The first thing to keep in mind is that a brand new GM front cover is NOT ready to install out of the box. There is casting flash and all kinds of mismatched ports in both the cover and the gaskets. Most of what I'm about to type will be kind of hard to follow unless you haVe the parts in front of you. The good think is that anyone can do this with very basic hand tools and a Dremel.
Tools needed: Some sort of Dremel tool (A cordless works fine. The cover isn't that tough), a needle file set, 1/2" drill, straight edge (I used my caliper body), feeler gauges, and normal hand tools.
I started with a new GM cover and a Melling oil pump kit. (see post http://www.turbobuicks.com/forums/showthread.php?t=38761 ) The gears are both .8725" tall. (my 140,000GM gears were .8625"). The Melling gears in my cover stuck up .005 above the gasket surface. The gasket that came with the Fel-Pro timing cover gasket kit is .0075 and the Melling gasket was a slimer .006". Those are the uncompressed readings. When I torqued down the thinker gasket, my pump locked up. To get clearance, I had to stack (2) .006 gaskets that I had at the house to make the gears spin. Once you've picked out your gaskets, it's time to fire up the Dremel and make some metal shavings.

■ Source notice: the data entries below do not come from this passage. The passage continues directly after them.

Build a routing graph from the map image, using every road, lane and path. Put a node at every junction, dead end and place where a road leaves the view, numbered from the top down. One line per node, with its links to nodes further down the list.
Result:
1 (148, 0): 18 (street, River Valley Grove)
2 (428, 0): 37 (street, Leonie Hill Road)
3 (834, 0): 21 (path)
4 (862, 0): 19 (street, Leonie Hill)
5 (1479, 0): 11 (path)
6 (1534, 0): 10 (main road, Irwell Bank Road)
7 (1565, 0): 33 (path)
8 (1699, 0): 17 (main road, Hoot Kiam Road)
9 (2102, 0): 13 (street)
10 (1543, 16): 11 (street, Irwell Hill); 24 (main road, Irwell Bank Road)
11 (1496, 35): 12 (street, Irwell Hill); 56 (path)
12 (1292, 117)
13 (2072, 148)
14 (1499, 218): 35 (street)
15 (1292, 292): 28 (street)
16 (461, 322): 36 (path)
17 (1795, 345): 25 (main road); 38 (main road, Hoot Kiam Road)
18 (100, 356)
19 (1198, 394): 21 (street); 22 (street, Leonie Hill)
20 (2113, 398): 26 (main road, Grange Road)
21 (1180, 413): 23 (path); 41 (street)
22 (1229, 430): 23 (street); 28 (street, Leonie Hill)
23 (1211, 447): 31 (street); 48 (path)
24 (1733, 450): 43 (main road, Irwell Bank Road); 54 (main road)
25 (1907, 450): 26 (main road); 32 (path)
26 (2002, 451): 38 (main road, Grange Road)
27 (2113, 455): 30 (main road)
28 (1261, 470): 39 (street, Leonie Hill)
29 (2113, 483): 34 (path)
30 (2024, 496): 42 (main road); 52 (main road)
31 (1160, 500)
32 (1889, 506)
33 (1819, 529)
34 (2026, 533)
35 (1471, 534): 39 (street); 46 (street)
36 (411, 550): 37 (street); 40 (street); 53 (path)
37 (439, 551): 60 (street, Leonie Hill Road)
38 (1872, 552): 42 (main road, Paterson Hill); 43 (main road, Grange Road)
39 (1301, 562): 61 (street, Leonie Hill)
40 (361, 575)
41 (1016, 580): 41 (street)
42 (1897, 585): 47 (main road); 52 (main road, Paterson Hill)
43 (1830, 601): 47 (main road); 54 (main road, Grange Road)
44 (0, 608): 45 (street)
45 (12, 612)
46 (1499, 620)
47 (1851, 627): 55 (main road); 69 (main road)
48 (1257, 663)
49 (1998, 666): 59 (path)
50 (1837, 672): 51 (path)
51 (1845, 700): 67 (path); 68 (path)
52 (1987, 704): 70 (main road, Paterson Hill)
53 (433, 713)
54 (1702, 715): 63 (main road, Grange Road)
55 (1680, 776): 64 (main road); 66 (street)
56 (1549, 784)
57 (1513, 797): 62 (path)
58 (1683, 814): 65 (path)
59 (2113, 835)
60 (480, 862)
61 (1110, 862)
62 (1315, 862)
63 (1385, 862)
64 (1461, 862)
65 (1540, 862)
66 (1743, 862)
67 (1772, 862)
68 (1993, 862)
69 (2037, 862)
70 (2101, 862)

It's a good idea to warm up the the cooling passages. That way you can get the Dremel juices flowing without being able to mess with anything critical. Inside the two coolant passages are LOTS of flashing and steps. I like the little 1/2" sanding drums. Them make quick work of that stuff. If you really want to go all out, a small round burr will get into the corners good too. On the front of the cover where they meet the waterpump there's a LARGE step that could stand some smoothing too. (notice that the outside has alot of boogers on it too. I knocked most of them off my cover just to help keep it cleaner) After you've made a nice mess and got all ready to move metal, let's move on to the oil passages.
While looking at the cover you'll notice that there are 3 openings that go to oil cavities.
#1 is the high pressure feel hole that supplies the engine with oil (black gold, Texas tea).
#2 is the feed line from the oil pickup in the pan. (Notice that it's not exactly round. More on that later)
#3 is not used as it mates to a solid chunk of iron on the block.
Starting with the cover, the first thing to do is to drill (2) 1/2" holes. One going from the oil pump area, and another to meet that hole from the gasket surface.
After doing that, you'll want to fire up the Dremel again and smooth some corners. Now don't forget that any flashing will both slow flow down AND cost you an engine if it comes loose. Don't be scared to put the cover down, drink some more beers and look at it again with a fresh set of eyes. The main think to imagine is to follow the path of oil (and water) and make it's journey as smooth as possible.
Starting with hole #2, you'll want to give it a nice smooth transition. Then move on to hole #1 and make sure to radius that one as well. Even though #3 doesn't get used, you'll notice that there is casting flash on all four sides of the port holding your oil feed back. Make sure to get rid of all that too.
The square hole that feeds the oil filter adapter can use a little radiusing as well. Don't try and go bezerk here as there isn't much room to work.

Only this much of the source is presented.